This page may be out of date. Submit any pending changes before refreshing this page.
Hide this message.
Quora uses cookies to improve your experience. Read more
Robert Walker

Yes it's possible if you have enough time for the project. Here is a way to use a 100 km diameter asteroid as a gravity tug that does repeated flybys of Jupiter and Earth.  The idea is to move Earth out far enough so that it stays habitable as the sun gets hotter hundreds of millions of years in the future. So that's altering the Earth's lifespan in a positive way so that it can be habitable for longer.
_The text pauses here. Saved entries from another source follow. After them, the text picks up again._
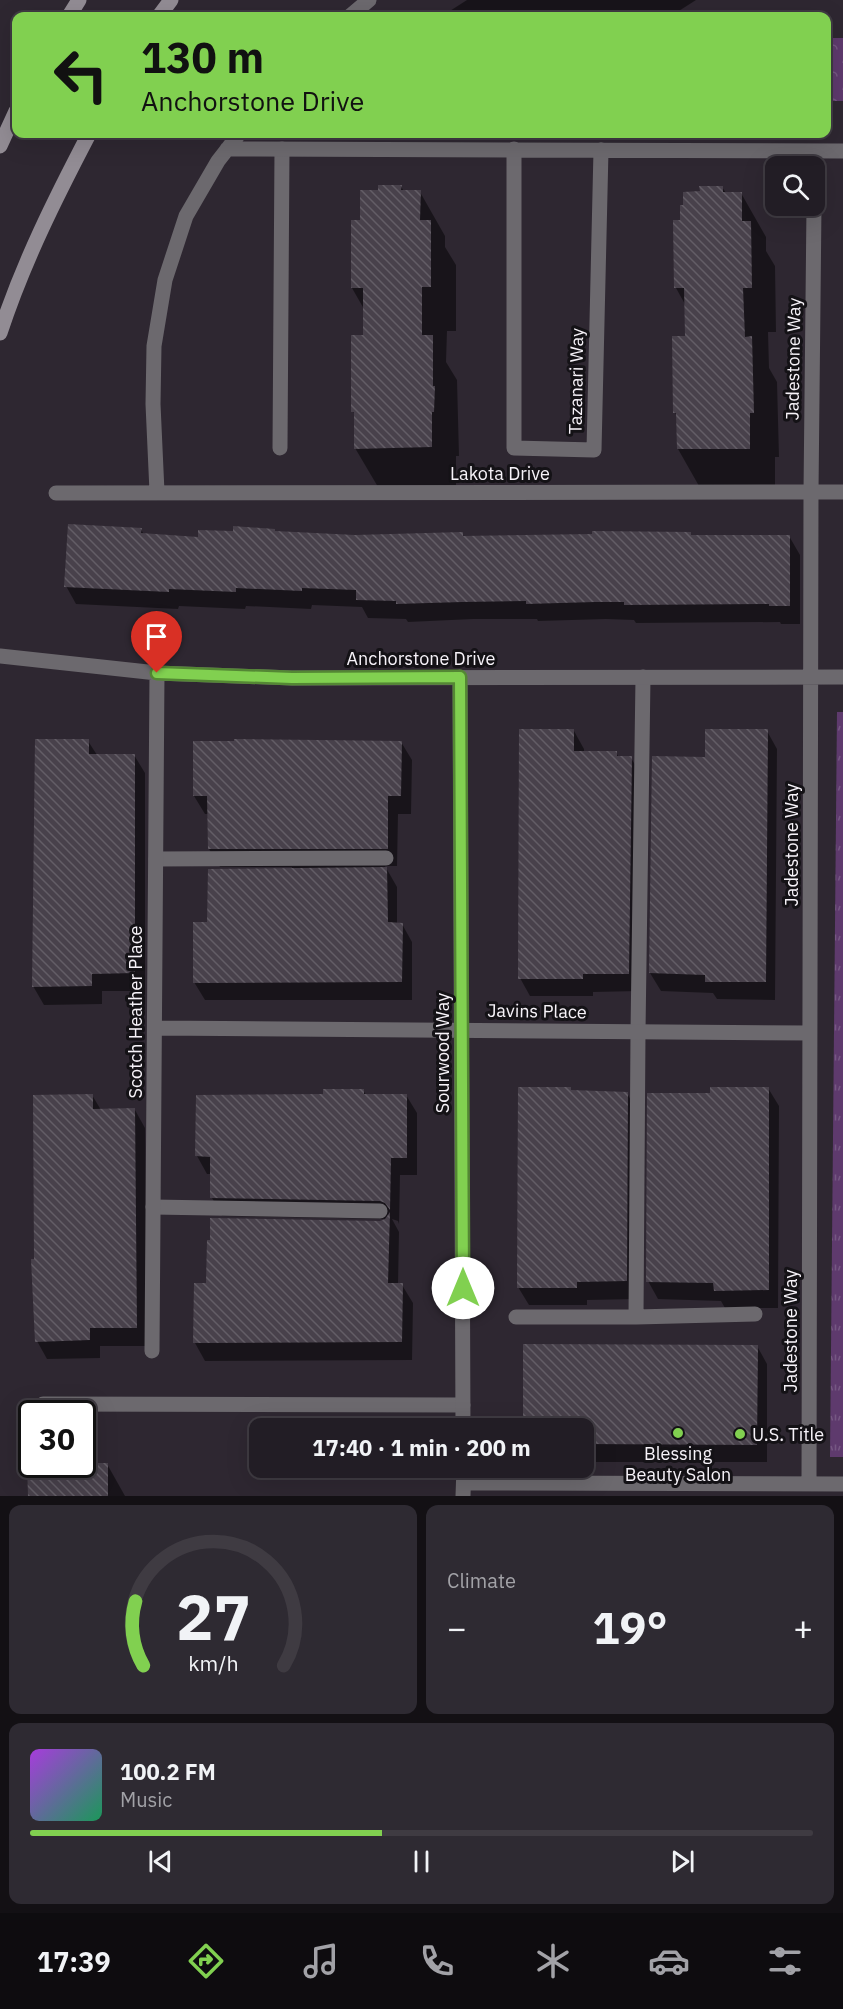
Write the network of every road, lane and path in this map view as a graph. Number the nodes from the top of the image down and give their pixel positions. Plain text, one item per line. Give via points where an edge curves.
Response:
1 (369, 0) edge
2 (355, 12) edge
3 (12, 120) edge
4 (87, 138) edge
5 (235, 138) edge
6 (0, 146) edge
7 (282, 148) junction
8 (227, 149) junction
9 (514, 149) junction
10 (601, 150) junction
11 (815, 151) junction
12 (843, 151) edge
13 (815, 156) edge
14 (814, 216) edge
15 (0, 333) edge
16 (280, 448) dead end
17 (157, 492) junction
18 (811, 492) junction
19 (843, 492) edge
20 (56, 493) dead end
21 (0, 656) edge
22 (157, 673) junction
23 (460, 677) junction
24 (643, 677) junction
25 (812, 677) junction
26 (843, 677) edge
27 (386, 858) dead end
28 (156, 859) junction
29 (155, 1028) junction
30 (462, 1030) junction
31 (638, 1032) junction
32 (810, 1033) junction
33 (153, 1207) junction
34 (380, 1211) dead end
35 (755, 1314) dead end
36 (516, 1317) dead end
37 (636, 1317) junction
38 (152, 1351) dead end
39 (96, 1404) edge
40 (463, 1405) junction
41 (463, 1418) edge
42 (809, 1484) junction
43 (843, 1484) edge
44 (463, 1490) edge

1 - 2 street
3 - 6 main road
4 - 15 main road via 25,263
5 - 8 street
7 - 8 street
7 - 9 street
7 - 16 street
8 - 17 street via 186,216 165,280 154,346
9 - 10 street
9 - 10 street, Tazanari Way via 514,448 594,450
10 - 11 street
11 - 12 street
11 - 13 street
14 - 18 street, Jadestone Way
17 - 18 street, Lakota Drive
17 - 20 street, Lakota Drive
18 - 19 street, Lakota Drive
18 - 25 street, Jadestone Way
21 - 22 street, Anchorstone Drive
22 - 23 street, Anchorstone Drive via 292,678
22 - 28 street, Scotch Heather Place
23 - 24 street, Anchorstone Drive
23 - 30 street, Sourwood Way
24 - 25 street, Anchorstone Drive
24 - 31 street
25 - 26 street, Anchorstone Drive
25 - 32 street, Jadestone Way
27 - 28 street
28 - 29 street, Scotch Heather Place
29 - 30 street, Javins Place
29 - 33 street, Scotch Heather Place
30 - 31 street, Javins Place
30 - 40 street, Sourwood Way
31 - 32 street, Javins Place
31 - 37 street
32 - 42 street, Jadestone Way
33 - 34 street
33 - 38 street, Scotch Heather Place
35 - 37 street
36 - 37 street
39 - 40 street
40 - 41 street, Sourwood Way
42 - 43 street
42 - 44 street

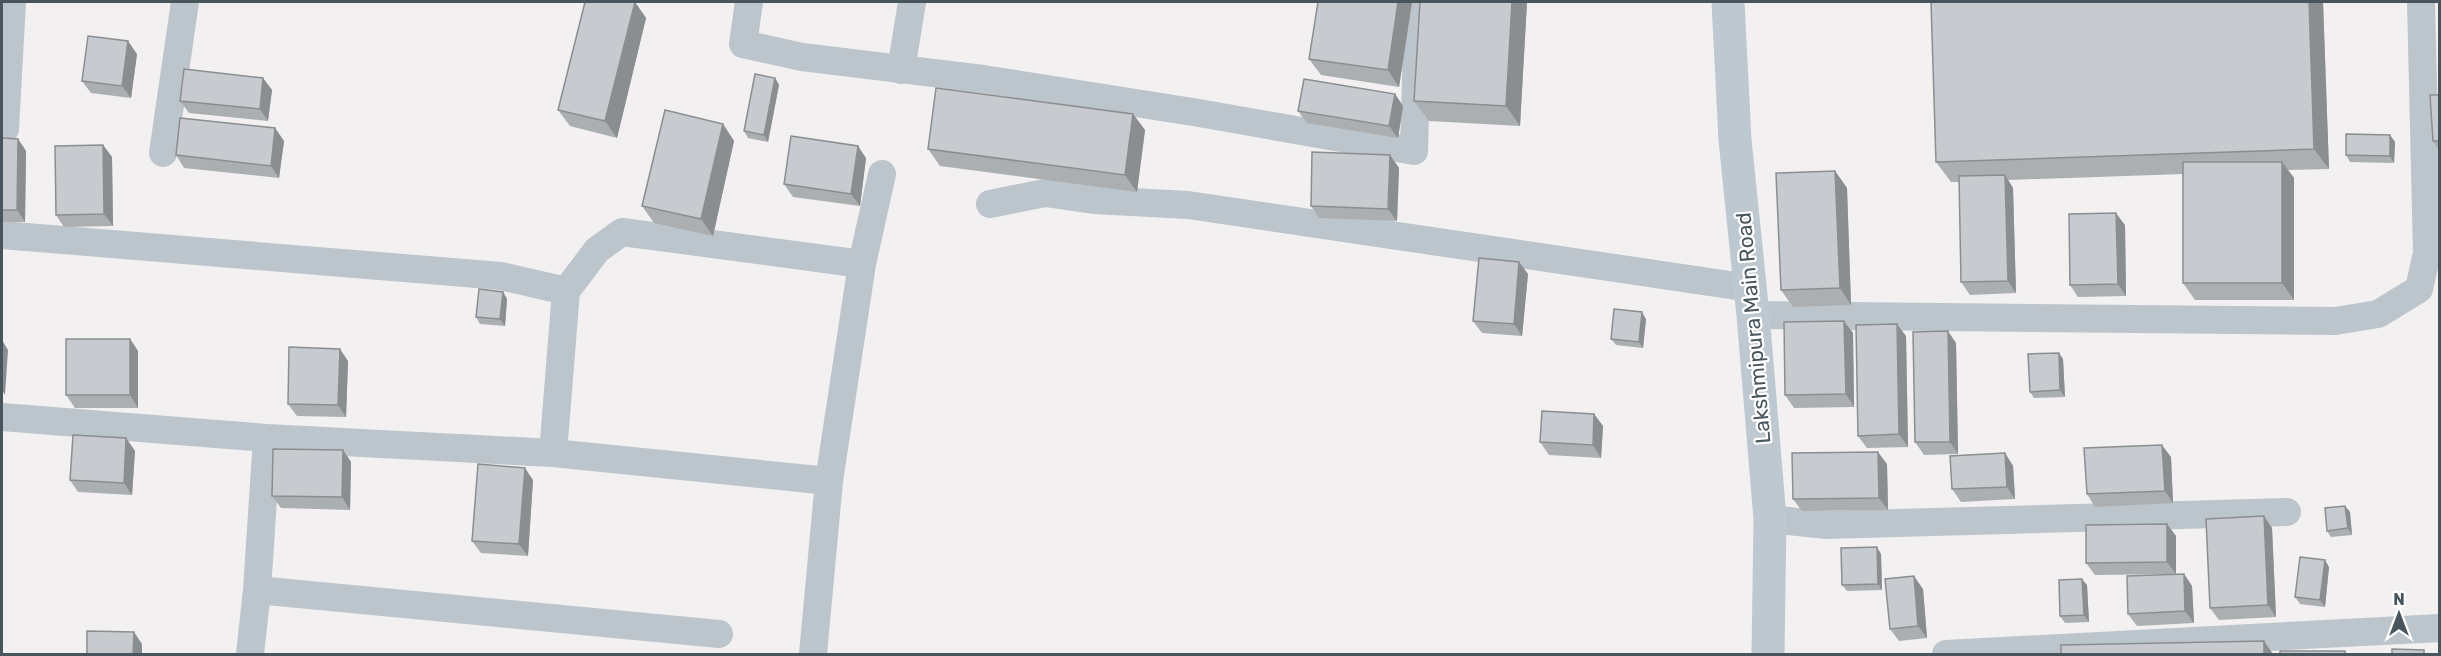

Someone worked out, it only needs to do a flyby of Earth every 6,000 years to do the trick. So - every few thousand years as it approaches Earth or Jupiter you have to do some careful fine tweaking of its trajectory. But most of the time you can just forget it.

It works by transferring momentum from Jupiter to Earth. As Earth spirals out, Jupiter spirals in - but only slightly.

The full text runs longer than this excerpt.